Cortical network dynamics and response gain

Diego Contreras

The transformation of synaptic input into spike output by single neurons is a key process underlying the representation of information in sensory cortex. The slope, or gain, of this input-output function determines neuronal sensitivity to stimulus parameters and provides a measure of the contribution of single neurons to the local network. Neuronal gain is not constant and may be modulated by changes in multiple stimulus parameters. Gain modulation is a common neuronal phenomenon that modifies response amplitude without changing selectivity.  Computational and in vitro studies have proposed cellular mechanisms of gain modulation based on the postsynaptic effects of background synaptic activation, but these mechanisms have not been studied in vivo.  Here we used intracellular recordings from cat primary visual cortex to measure neuronal gain while changing background synaptic activity with visual stimulation.  We found that increases in the membrane fluctuations associated with increases in synaptic input do not obligatorily result in gain modulation in vivo.  However, visual stimuli that evoked sustained changes in resting membrane potential, input resistance, and membrane fluctuations robustly modulated neuronal gain.  The magnitude of gain modulation depended critically on the spatiotemporal properties of the visual stimulus.  Gain modulation in vivo may thus be determined on a moment-to-moment basis by sensory context and the consequent dynamics of synaptic activation.

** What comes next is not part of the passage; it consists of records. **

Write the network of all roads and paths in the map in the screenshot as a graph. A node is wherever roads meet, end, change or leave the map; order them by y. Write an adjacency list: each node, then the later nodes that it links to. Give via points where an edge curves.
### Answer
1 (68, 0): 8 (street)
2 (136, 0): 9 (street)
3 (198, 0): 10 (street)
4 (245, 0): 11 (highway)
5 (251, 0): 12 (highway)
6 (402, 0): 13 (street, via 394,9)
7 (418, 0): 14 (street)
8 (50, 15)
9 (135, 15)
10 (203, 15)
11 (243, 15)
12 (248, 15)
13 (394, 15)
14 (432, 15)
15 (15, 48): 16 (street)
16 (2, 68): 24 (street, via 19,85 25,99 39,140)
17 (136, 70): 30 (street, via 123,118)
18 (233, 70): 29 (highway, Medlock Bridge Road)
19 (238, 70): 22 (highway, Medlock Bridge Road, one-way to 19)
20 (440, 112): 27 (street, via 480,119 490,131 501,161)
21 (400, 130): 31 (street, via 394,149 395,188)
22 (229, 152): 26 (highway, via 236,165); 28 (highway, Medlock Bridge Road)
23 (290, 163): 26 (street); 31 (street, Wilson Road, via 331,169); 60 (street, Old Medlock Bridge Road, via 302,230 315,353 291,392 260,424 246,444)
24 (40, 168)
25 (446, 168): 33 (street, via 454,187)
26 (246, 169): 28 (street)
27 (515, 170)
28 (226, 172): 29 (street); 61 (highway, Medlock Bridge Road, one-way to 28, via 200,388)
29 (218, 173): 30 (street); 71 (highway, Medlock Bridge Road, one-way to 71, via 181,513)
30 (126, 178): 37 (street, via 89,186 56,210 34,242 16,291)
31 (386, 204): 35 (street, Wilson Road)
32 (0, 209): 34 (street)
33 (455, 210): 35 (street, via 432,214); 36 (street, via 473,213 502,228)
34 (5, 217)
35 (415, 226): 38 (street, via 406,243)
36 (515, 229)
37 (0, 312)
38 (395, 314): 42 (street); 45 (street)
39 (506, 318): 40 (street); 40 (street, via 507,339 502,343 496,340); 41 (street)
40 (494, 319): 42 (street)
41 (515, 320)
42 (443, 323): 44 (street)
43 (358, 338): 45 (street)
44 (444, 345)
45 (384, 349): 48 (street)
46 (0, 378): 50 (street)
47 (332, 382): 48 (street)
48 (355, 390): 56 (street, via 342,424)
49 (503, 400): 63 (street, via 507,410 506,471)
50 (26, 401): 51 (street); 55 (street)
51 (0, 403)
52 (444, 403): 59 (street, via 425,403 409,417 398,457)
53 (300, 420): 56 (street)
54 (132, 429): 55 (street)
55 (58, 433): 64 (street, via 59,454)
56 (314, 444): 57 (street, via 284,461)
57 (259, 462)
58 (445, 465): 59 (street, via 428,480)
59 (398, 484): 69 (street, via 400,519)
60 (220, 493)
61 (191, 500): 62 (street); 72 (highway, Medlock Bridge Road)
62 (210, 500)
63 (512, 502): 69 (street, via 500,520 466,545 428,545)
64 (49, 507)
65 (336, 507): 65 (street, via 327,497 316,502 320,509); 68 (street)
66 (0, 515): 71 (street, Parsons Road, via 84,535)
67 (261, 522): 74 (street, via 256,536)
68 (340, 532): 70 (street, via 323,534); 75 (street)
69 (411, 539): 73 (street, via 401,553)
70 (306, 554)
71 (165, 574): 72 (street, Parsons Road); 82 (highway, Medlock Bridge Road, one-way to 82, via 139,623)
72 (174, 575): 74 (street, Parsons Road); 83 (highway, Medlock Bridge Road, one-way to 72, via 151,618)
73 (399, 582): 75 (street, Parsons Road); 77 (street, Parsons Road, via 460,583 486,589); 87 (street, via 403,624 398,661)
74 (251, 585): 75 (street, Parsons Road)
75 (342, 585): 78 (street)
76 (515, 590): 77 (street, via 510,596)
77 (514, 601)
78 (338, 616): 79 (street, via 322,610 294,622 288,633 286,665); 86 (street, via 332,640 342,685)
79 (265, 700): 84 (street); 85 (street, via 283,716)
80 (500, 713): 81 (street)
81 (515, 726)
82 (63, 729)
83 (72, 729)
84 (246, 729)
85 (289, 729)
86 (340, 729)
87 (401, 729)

Dynamic integration of object structure information in primate visual cortex

Charles E. Connor

Object perception depends on extensive processing of visual information through multiple stages in the ventral pathway of visual cortex.  We use neural recording to study how information about object structure is processed in intermediate and higher-level ventral pathway cortex of macaque monkeys.  We find that neurons in area V4 (an intermediate stage) represent object boundary fragments by means of basis function tuning for position, orientation, and curvature.  At subsequent stages in posterior, central, and anterior inferotemporal cortex (PIT/CIT/AIT), we find that neurons integrate information about multiple object fragments and their relative spatial configurations.  The dynamic nature of this integration process can be observed in the evolution of neural activity patterns across time following stimulus onset.  At early time points, neurons are responsive to individual object fragments, and their responses to combined fragments are linearly additive.  Over the course of approximately 60 ms, responses to individual object fragments decline and responses to specific fragment combinations increase.  This evolution toward nonlinear selectivity for multi-fragment configurations involves both shifts in response properties within neurons and shifts in population activity levels between primarily linear and primarily nonlinear neurons.  This pattern is consistent with a simple network model in which the strength of feedforward and recurrent inputs varies continuously across neurons.

Timing of selection for the guidance of gaze

Jeffrey D. Schall

Time is of the essence in the execution of visually guided behavior in dynamic environments.  We have been investigating how the visual system responds to unexpected changes of the image when a saccade is being planned.  Performance of stop signal or double-step tasks can be explained as the outcome of a race between a process that produces the saccade and a process that interrupts the preparation.  Neural correlates of dynamic target selection and these race processes have been identified in the frontal eye field and superior colliculus.  The timecourse of these processes can provide useful leverage for understanding how early visual processing occurs.